Raj Samani - VP, CTO, EMEA at Intel Sec
Raj Samani, Intel Security

Intel Security has released its McAfee Labs Threats Report: June 2016, which explains the dynamics of mobile app collusion, where cybercriminals manipulate two or more apps to orchestrate attacks capable of exfiltrating user data, inspecting files, sending fake SMS messages, loading additional apps without user consent, and sending user location information to control servers.

McAfee Labs has observed such behaviour across more than 5,000 versions of 21 apps designed to provide useful user services such as mobile video streaming, health monitoring, and travel planning. Unfortunately, the failure of users to regularly implement essential software updates to these 21 mobile apps raises the possibility that older versions could be commandeered for malicious activity.

Widely considered a theoretical threat for many years, colluding mobile apps carry out harmful activity together by leveraging interapp communication capabilities common to mobile operating systems. These operating systems incorporate many techniques to isolate apps in sandboxes, restrict their capabilities, and control which permissions they have at a fairly granular level. Unfortunately, mobile platforms also include fully documented ways for apps to communicate with each other across sandbox boundaries. Working together, colluding apps can leverage these interapp communication capabilities for malicious purposes.

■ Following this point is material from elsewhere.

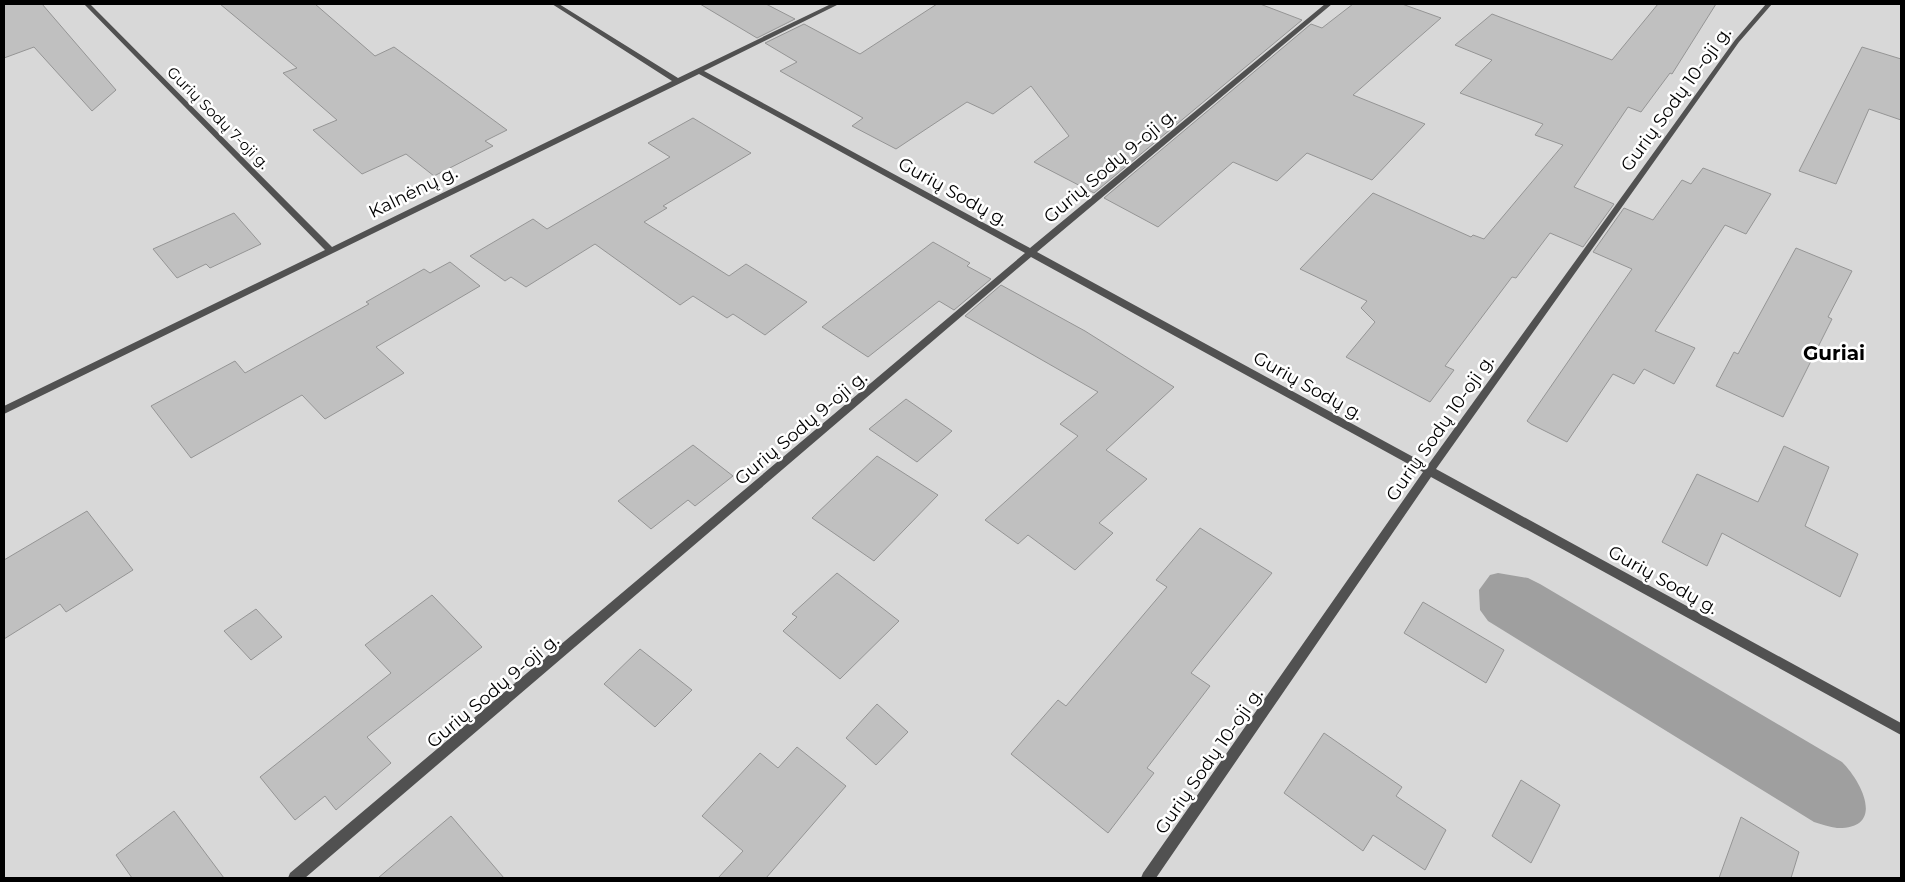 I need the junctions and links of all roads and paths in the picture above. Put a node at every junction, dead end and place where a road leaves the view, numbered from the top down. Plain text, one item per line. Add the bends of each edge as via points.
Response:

McAfee Labs has identified three types of threats that can result from mobile app collusion:

  • Information theft: An app with access to sensitive or confidential information willingly or unwillingly collaborates with one or more other apps to send information outside the boundaries of the device
  • Financial theft: An app sends information to another app that can execute financial transactions or make financial API calls to achieve similar objectives
  • Service misuse: One app controls a system service and receives information or commands from one or more other apps to orchestrate a variety of malicious activities.

Mobile app collusion requires at least one app with permission to access the restricted information or service, one app without that permission but with access outside the device, and the capability to communicate with each other. Either app could be collaborating on purpose or unintentionally due to accidental data leakage or inclusion of a malicious library or software development kit. Such apps may use a shared space (files readable by all) to exchange information about granted privileges and to determine which one is optimally positioned to serve as an entry point for remote commands.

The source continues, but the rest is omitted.